1. Interactions between pulmonary cholinergic and noradrenergic nerves were studied in the innervated tracheal tube preparation isolated from guinea-pigs anaesthetized with urethane. Relaxations of the trachealis smooth muscle in response to postganglionic stimulation of the sympathetic nerve were recorded as decreases in the intraluminal pressure of the tracheal tube after the pressure had been raised with the stable thromboxane-mimetic, U46619. In contrast, contractions following preganglionic stimulation of the vagal nerve trunk were recorded as increases in intraluminal pressure. 2. In approximately half of the preparations studied, concurrent stimulation of of the vagal nerve trunk the vagal nerve trunk inhibited relaxation responses elicited by stimulation of the sympathetic nerves.
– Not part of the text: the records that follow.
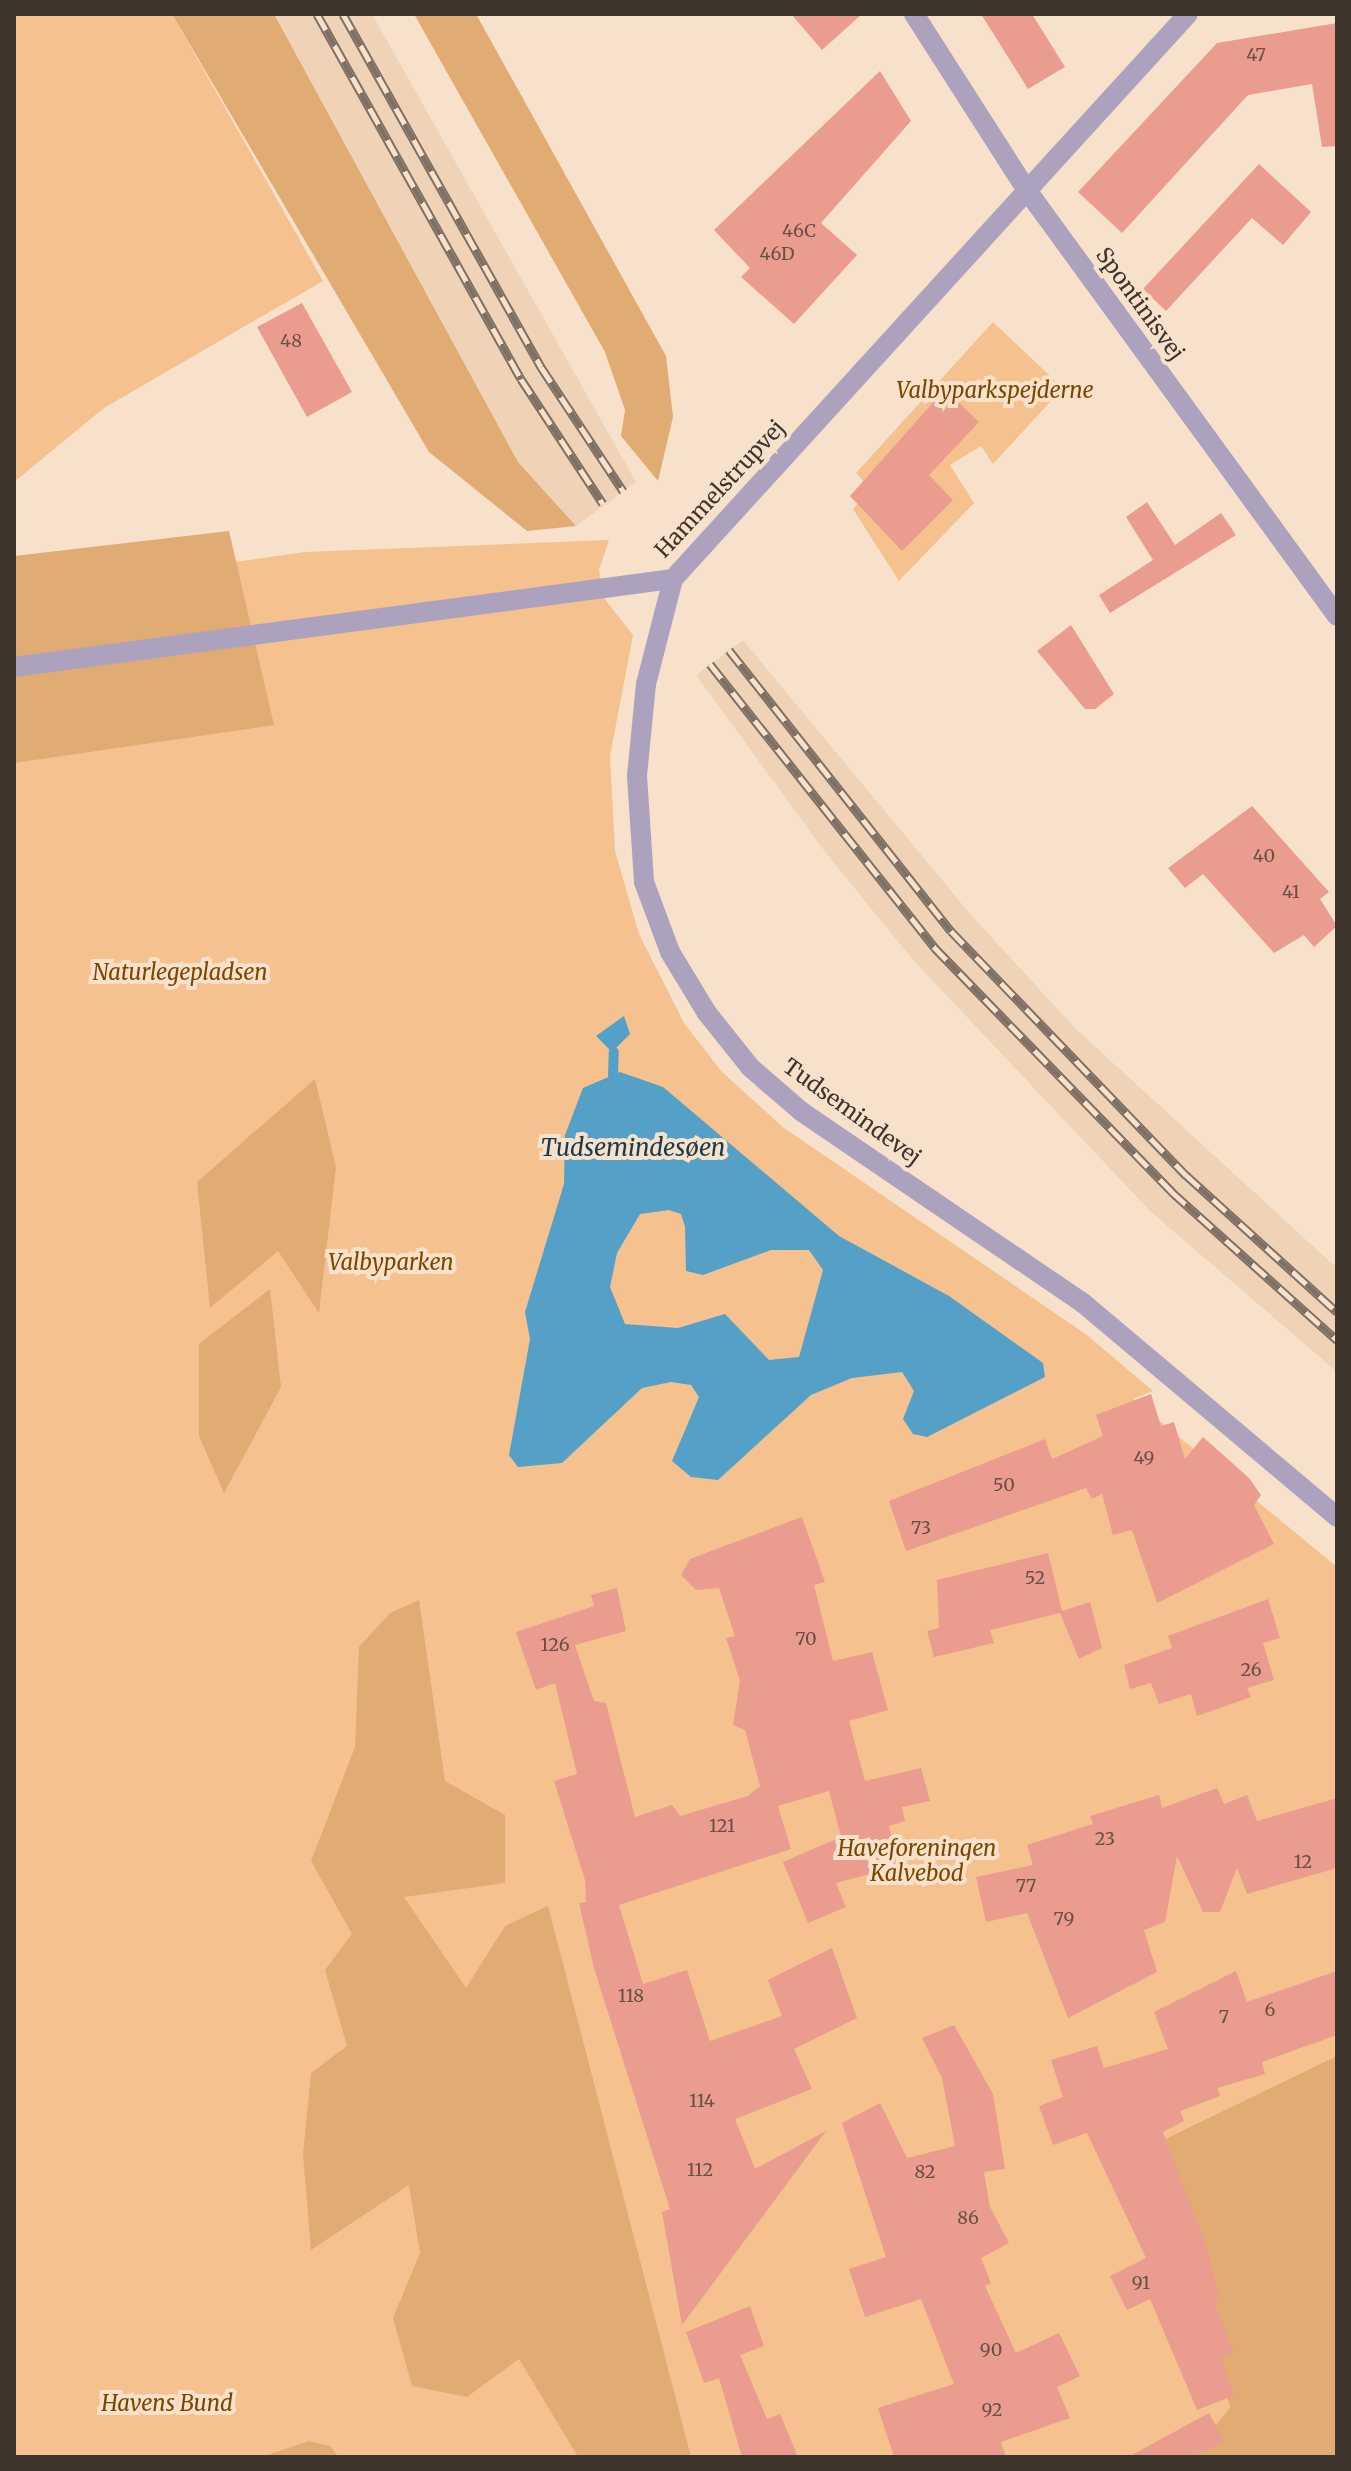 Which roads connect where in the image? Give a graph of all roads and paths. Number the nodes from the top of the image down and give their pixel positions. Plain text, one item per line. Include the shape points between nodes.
1 (914, 14) edge
2 (1188, 14) edge
3 (1026, 189) junction
4 (673, 579) junction
5 (1337, 616) edge
6 (14, 667) edge
7 (1337, 1517) edge

1 - 3 street, Spontinisvej
2 - 3 street, Hammelstrupvej
3 - 4 street, Hammelstrupvej
3 - 5 street, Spontinisvej
4 - 6 street, Hammelstrupvej
4 - 7 street, Tudsemindevej via 646,684 637,776 644,882 670,952 707,1013 751,1068 802,1112 1083,1303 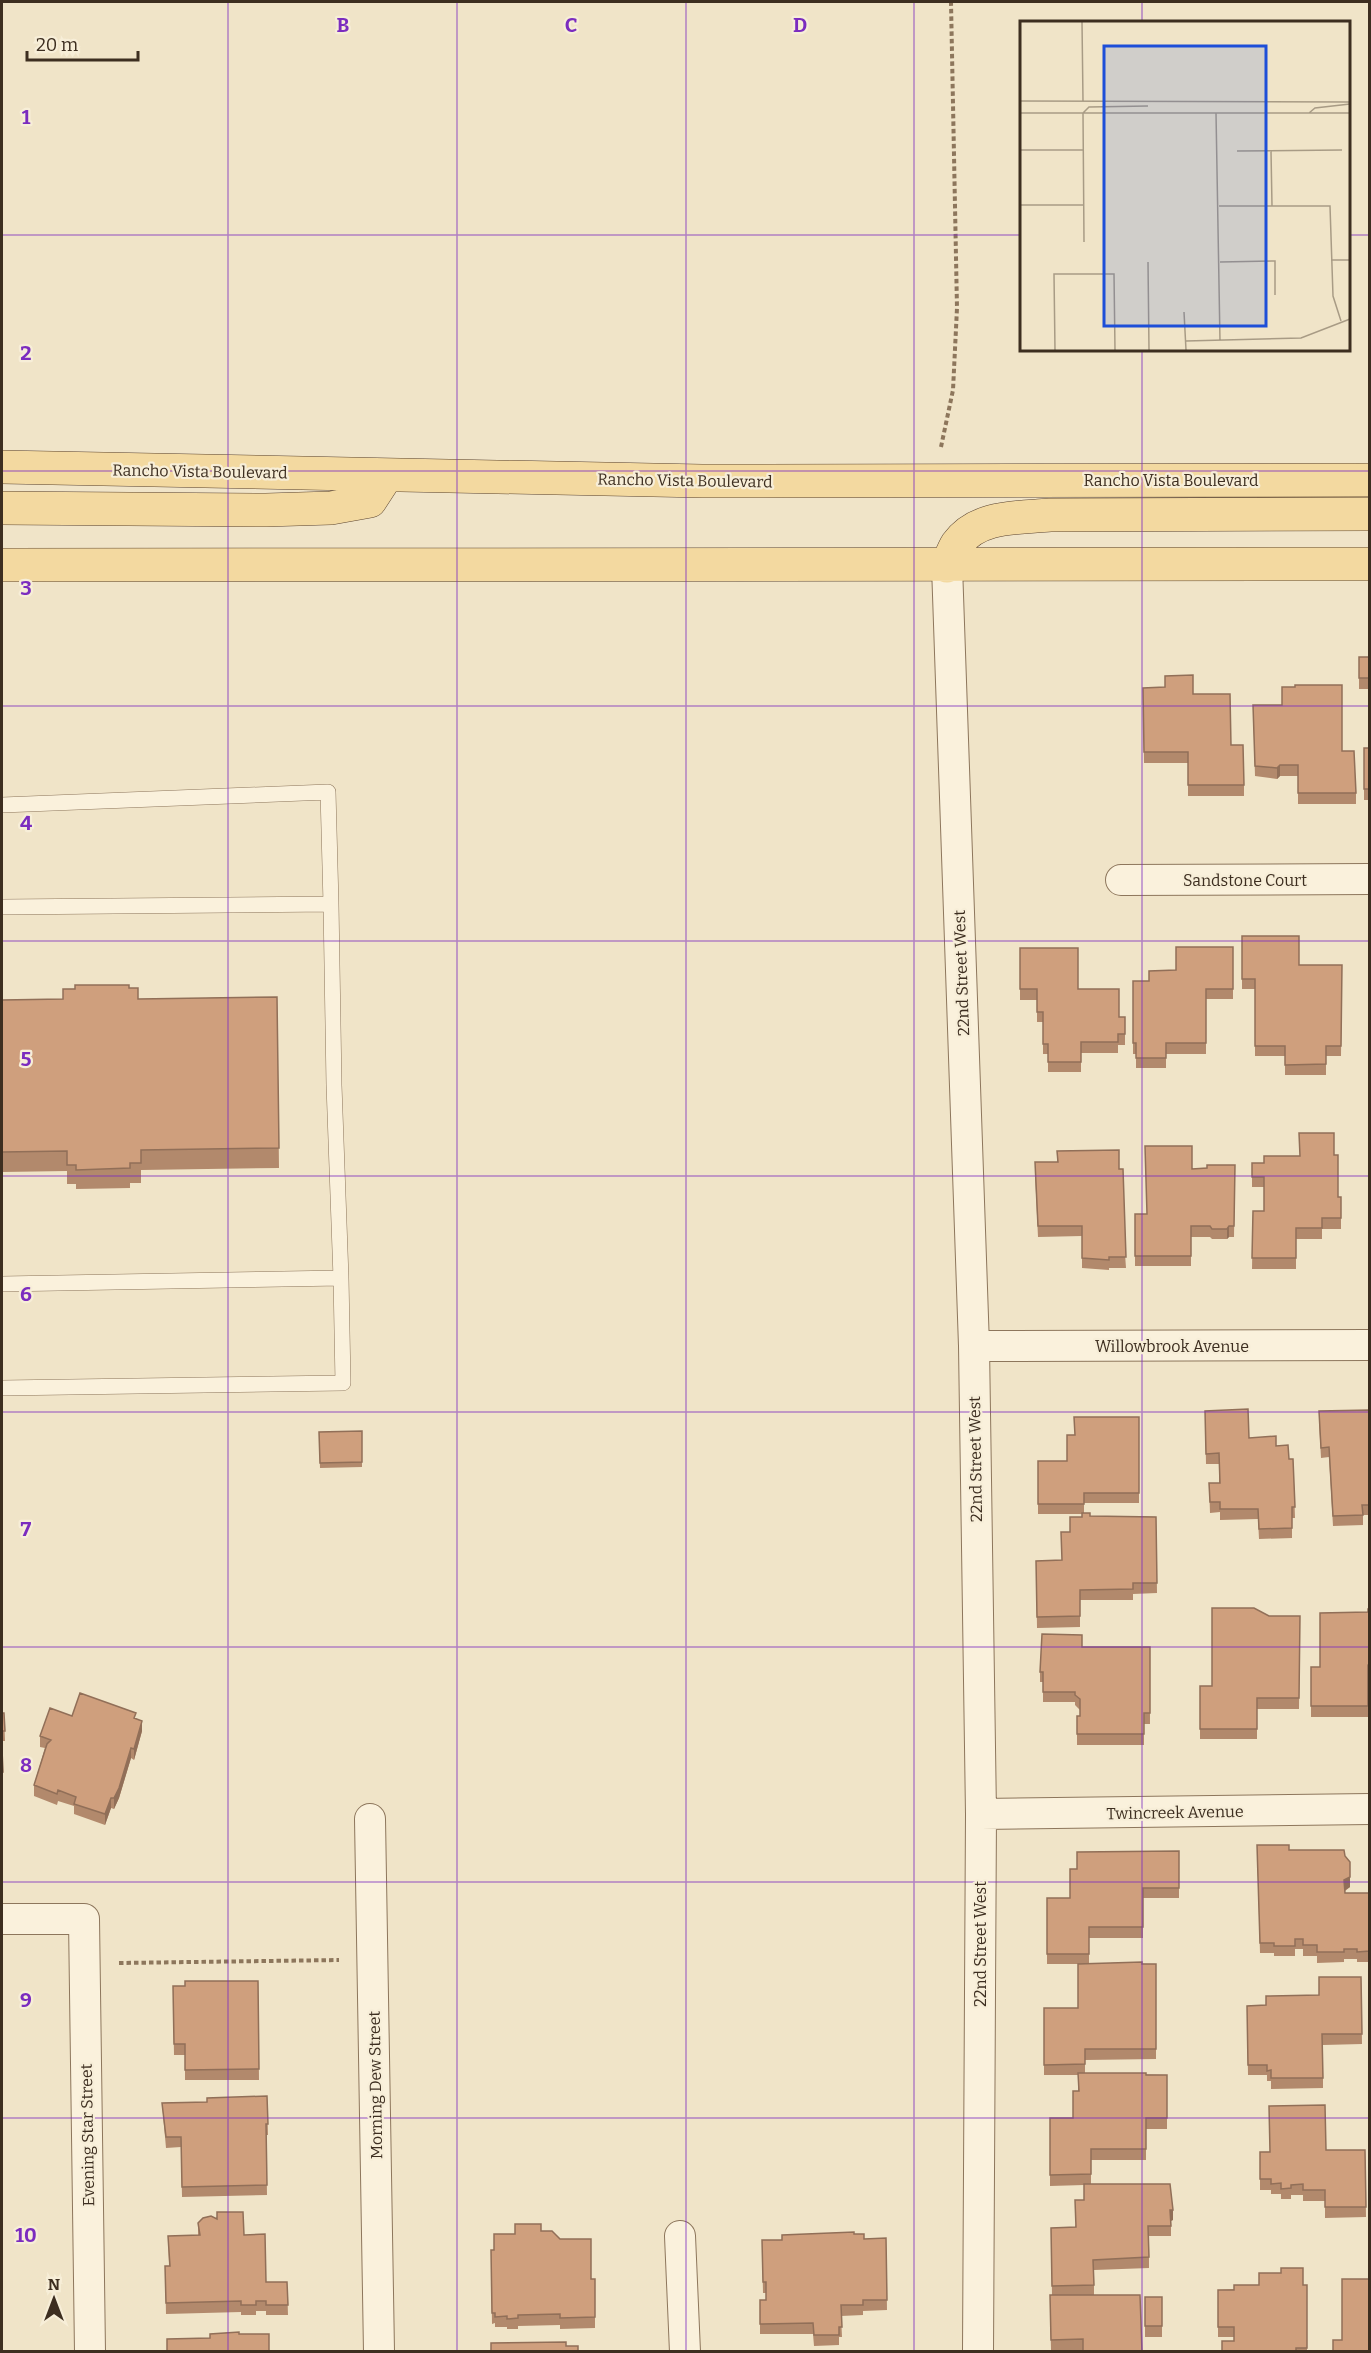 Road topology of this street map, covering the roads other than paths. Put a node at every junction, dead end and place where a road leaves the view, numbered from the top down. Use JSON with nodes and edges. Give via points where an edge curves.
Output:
{"nodes":[{"id":1,"x":2,"y":467,"type":"edge"},
{"id":2,"x":387,"y":475,"type":"junction"},
{"id":3,"x":1370,"y":480,"type":"edge"},
{"id":4,"x":2,"y":508,"type":"edge"},
{"id":5,"x":1370,"y":514,"type":"edge"},
{"id":6,"x":1370,"y":564,"type":"edge"},
{"id":7,"x":2,"y":565,"type":"edge"},
{"id":8,"x":947,"y":566,"type":"junction"},
{"id":9,"x":2,"y":805,"type":"edge"},
{"id":10,"x":1370,"y":879,"type":"edge"},
{"id":11,"x":1121,"y":880,"type":"dead end"},
{"id":12,"x":331,"y":904,"type":"junction"},
{"id":13,"x":2,"y":907,"type":"edge"},
{"id":14,"x":341,"y":1278,"type":"junction"},
{"id":15,"x":2,"y":1284,"type":"edge"},
{"id":16,"x":1370,"y":1345,"type":"edge"},
{"id":17,"x":974,"y":1346,"type":"junction"},
{"id":18,"x":2,"y":1388,"type":"edge"},
{"id":19,"x":1370,"y":1809,"type":"edge"},
{"id":20,"x":981,"y":1814,"type":"junction"},
{"id":21,"x":370,"y":1819,"type":"dead end"},
{"id":22,"x":2,"y":1919,"type":"edge"},
{"id":23,"x":680,"y":2236,"type":"dead end"},
{"id":24,"x":90,"y":2352,"type":"edge"},
{"id":25,"x":379,"y":2352,"type":"edge"},
{"id":26,"x":685,"y":2352,"type":"edge"},
{"id":27,"x":978,"y":2352,"type":"edge"}],
"edges":[{"from":1,"to":2,"type":"main road","name":"Rancho Vista Boulevard"},
{"from":2,"to":3,"type":"main road","name":"Rancho Vista Boulevard","via":[[702,481]]},
{"from":2,"to":4,"type":"main road","via":[[370,501],[331,508]]},
{"from":5,"to":8,"type":"main road","via":[[1016,518],[989,522],[972,530],[957,544]]},
{"from":6,"to":8,"type":"main road"},
{"from":7,"to":8,"type":"main road"},
{"from":8,"to":17,"type":"street","name":"22nd Street West"},
{"from":9,"to":12,"type":"lane","via":[[328,792]]},
{"from":10,"to":11,"type":"street","name":"Sandstone Court"},
{"from":12,"to":13,"type":"lane"},
{"from":12,"to":14,"type":"lane"},
{"from":14,"to":15,"type":"lane"},
{"from":14,"to":18,"type":"lane","via":[[343,1383]]},
{"from":16,"to":17,"type":"street","name":"Willowbrook Avenue"},
{"from":17,"to":20,"type":"street","name":"22nd Street West"},
{"from":19,"to":20,"type":"street","name":"Twincreek Avenue"},
{"from":20,"to":27,"type":"street","name":"22nd Street West"},
{"from":21,"to":25,"type":"street","name":"Morning Dew Street"},
{"from":22,"to":24,"type":"street","name":"Evening Star Street","via":[[84,1919]]},
{"from":23,"to":26,"type":"street"}]}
The vagi were stimulated at parameters which caused no change in intraluminal pressure, excluding the involvement of postjunctional mechanisms. 3. The effect of simultaneous stimulation of the sympathetic nerve trunk was studied on contractile responses evoked by preganglionic stimulation of the vagus nerve. In 80% of the preparations tested the vagal responses were inhibited. This inhibitory effect of sympathetic nerve stimulation was antagonized by propranolol. 4. The potassium channel agonist, cromakalim, endothelins 1 and 3 and the neuropeptides, vasoactive intestinal peptide, neurokinin A and substance P, did not significantly modulate sympathetic nerve-induced relaxations. 5. The anticholinesterase drug, physostigmine, induced a concentration-dependent increase in the intraluminal pressure of the tracheal tube and potentiated the postjunctional action of exogenously applied acetylcholine to contract the guinea-pig trachealis muscle. In the presence of higher concentrations of physostigmine both vagally-induced contractions and sympathetic nerve-induced relaxations were reduced. Atropine blocked both the inhibitory effect of physostigmine on sympathetic relaxations and its postjunctional contractile action on the trachealis smooth muscle.6. It is concluded that, in the guinea-pig trachea, acetylcholine released endogenously from pulmonary parasympathetic nerves, either by anticholinesterase drugs or in response to nerve stimulation, can inhibit transmission in the adjacent sympathetic nerves via activation of prejunctional muscarinic heteroreceptors, probably of the M3 subtype.